NSBA in June created the DIRE initiative to assist state school boards associations and other education leaders in addressing racial inequities. DIRE acknowledges that institutional, structural, and systemic racism has been engrained in the history of America. It is dedicated to understanding and recognizing the root causes of barriers to equitable educational outcomes for each child.
NSBA’s Chief Transformation Officer Verjeana McCotter-Jacobs spoke with Editor-in-Chief Kathleen Vail about what DIRE means for school leaders. McCotter-Jacobs was instrumental in establishing the initiative.
Why did NSBA create DIRE?As an organization that wants to ensure that public education is a great equalizer, it became evident that we had to own the fact that racism exists within the institution of public education. That is how DIRE was created.
DIRE is a bold initiative because it has allowed us the opportunity to not just talk about inequities that exist. It’s an acknowledgement and it gives us an opportunity to really think about what are the actions that we need to take. We must own that it exists in the first place and then talk about what it means to eradicate these systems and structures that continue to perpetuate inequities that play out in racist ways in our country. Public education is an institution, and it’s not excluded from institutions that show these disparities.
What are the goals of DIRE?
It’s really plain and simple: We want to eliminate institution racism. That’s a huge feat. But that’s what we want to do. Especially in public education, where we claim that education is the equalizer that sets everyone on the same footing for opportunity and access.

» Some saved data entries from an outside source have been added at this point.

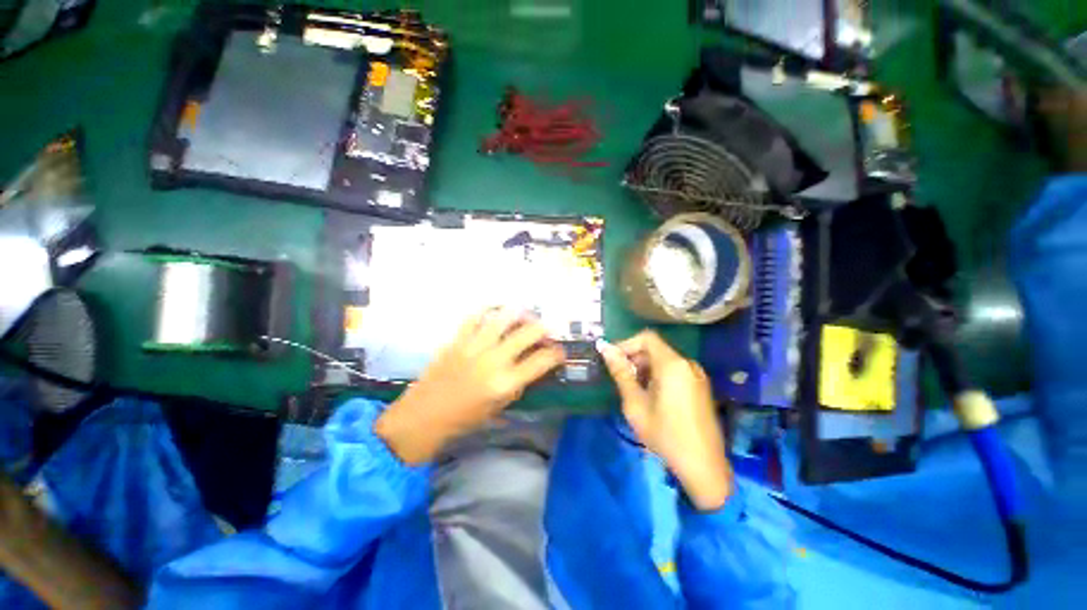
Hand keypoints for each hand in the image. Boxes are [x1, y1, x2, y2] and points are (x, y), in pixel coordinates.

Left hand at [375, 308, 565, 463]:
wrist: (424, 416)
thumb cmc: (464, 419)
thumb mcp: (499, 407)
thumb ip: (518, 384)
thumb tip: (532, 366)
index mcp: (505, 383)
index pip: (540, 361)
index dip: (556, 354)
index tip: (560, 352)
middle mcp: (493, 361)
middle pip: (526, 334)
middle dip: (543, 329)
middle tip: (547, 330)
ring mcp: (473, 347)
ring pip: (502, 319)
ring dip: (519, 314)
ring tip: (526, 314)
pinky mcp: (456, 340)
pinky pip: (473, 317)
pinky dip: (486, 310)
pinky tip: (495, 310)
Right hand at [598, 331, 732, 510]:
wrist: (704, 467)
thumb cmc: (664, 434)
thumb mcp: (635, 404)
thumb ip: (620, 373)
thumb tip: (604, 348)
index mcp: (672, 365)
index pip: (646, 338)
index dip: (626, 344)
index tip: (613, 361)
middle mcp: (687, 364)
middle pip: (655, 348)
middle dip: (634, 357)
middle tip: (621, 378)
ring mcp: (697, 375)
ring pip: (664, 360)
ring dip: (645, 368)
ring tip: (634, 389)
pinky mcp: (700, 387)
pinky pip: (675, 371)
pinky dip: (658, 375)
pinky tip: (651, 396)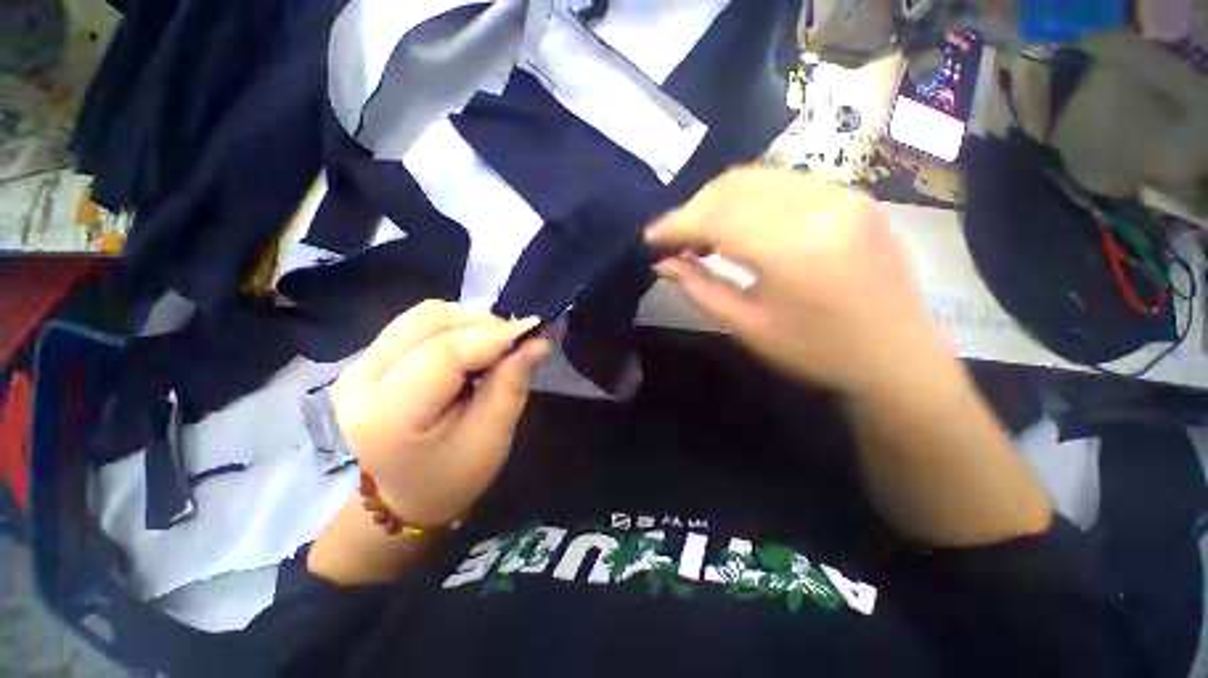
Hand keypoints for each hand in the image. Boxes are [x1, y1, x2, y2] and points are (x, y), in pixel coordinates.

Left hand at [331, 301, 549, 528]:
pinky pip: (416, 324)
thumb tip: (538, 341)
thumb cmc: (454, 475)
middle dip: (482, 324)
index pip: (443, 354)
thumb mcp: (492, 436)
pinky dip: (453, 327)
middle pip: (429, 322)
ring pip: (423, 316)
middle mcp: (360, 382)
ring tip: (494, 345)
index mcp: (389, 417)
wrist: (405, 496)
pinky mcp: (364, 359)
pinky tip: (470, 347)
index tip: (533, 329)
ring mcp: (356, 367)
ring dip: (468, 322)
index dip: (493, 335)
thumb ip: (512, 383)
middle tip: (515, 341)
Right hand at [646, 167, 943, 396]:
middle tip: (675, 239)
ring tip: (701, 234)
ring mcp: (842, 195)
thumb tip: (663, 264)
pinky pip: (784, 184)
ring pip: (757, 178)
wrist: (896, 357)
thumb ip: (699, 287)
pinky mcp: (853, 197)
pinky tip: (739, 226)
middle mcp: (820, 206)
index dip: (675, 224)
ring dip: (719, 201)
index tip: (650, 237)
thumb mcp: (747, 326)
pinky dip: (749, 199)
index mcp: (792, 248)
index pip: (715, 217)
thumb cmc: (816, 352)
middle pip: (734, 186)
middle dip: (694, 208)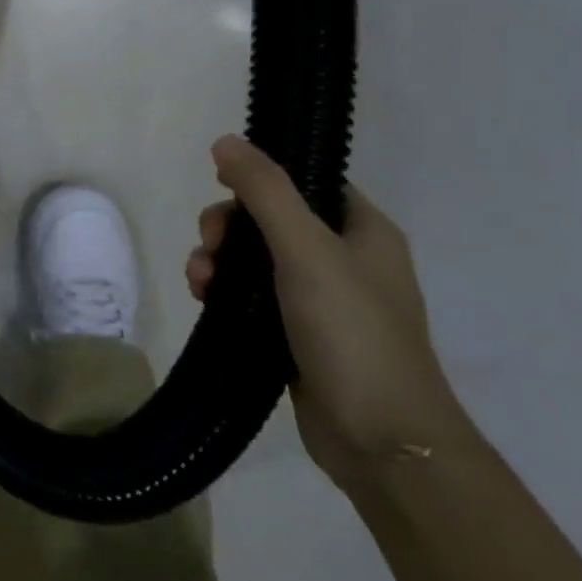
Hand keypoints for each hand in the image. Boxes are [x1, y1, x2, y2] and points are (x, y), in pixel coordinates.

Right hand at [185, 135, 462, 491]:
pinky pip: (251, 296)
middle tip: (209, 247)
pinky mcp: (297, 334)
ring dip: (218, 262)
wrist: (382, 440)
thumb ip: (265, 191)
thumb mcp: (305, 250)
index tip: (222, 192)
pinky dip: (225, 293)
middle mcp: (344, 260)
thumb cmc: (352, 332)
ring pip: (254, 260)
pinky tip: (205, 303)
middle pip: (270, 220)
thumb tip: (226, 140)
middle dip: (228, 228)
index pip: (305, 182)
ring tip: (199, 284)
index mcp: (363, 231)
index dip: (260, 181)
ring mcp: (321, 300)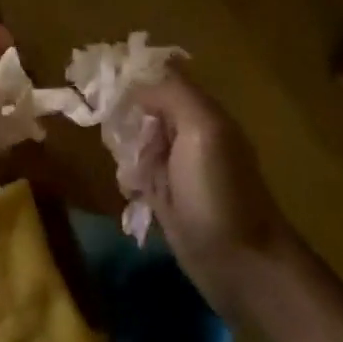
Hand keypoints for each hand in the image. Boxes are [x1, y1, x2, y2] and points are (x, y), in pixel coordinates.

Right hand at [129, 72, 290, 300]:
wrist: (240, 265)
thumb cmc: (219, 192)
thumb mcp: (202, 130)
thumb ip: (173, 95)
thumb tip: (137, 82)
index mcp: (202, 113)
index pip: (162, 78)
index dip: (133, 76)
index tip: (102, 81)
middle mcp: (189, 135)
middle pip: (143, 109)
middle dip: (124, 118)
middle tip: (118, 136)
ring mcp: (178, 168)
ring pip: (136, 142)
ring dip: (125, 152)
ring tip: (132, 171)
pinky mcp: (167, 198)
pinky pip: (137, 175)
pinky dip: (129, 180)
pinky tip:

The goal is to raise awareness, not just talk about it but create actionable things that school boards can do to identify and eliminate institutional racism that exists in their school districts across the county.
What actions can school leaders take?Every community must look inward and define their landscape. What does education look like in your community? What does health care look like? What are the unemployment rates in your community? This action takes a holistic approach to quality-of-life issues that impact the community with a laser focus on the school board perspective on education.
Once we define the landscape, we can ask why. When we ask why, we are doing a root cause analysis of why certain groups of students are disproportionally represented in academic outcomes that are not positive.
Once we know why, it helps us get to a point where we revise our policies. Policies are never neutral. They have an impact on students one way or another. And sometimes the impact is not positive, so boards need to focus on revising the plans and policies that create the inequalities and disproportionality among groups of students.
This requires cultural competence and looking at your curriculum in a different way. But by doing so, school leaders gain a common vocabulary around racism and education equity. It allows school boards to look at the conversations in their communities in a very different way because they start from a position of acknowledging institutional racism exists in the first place.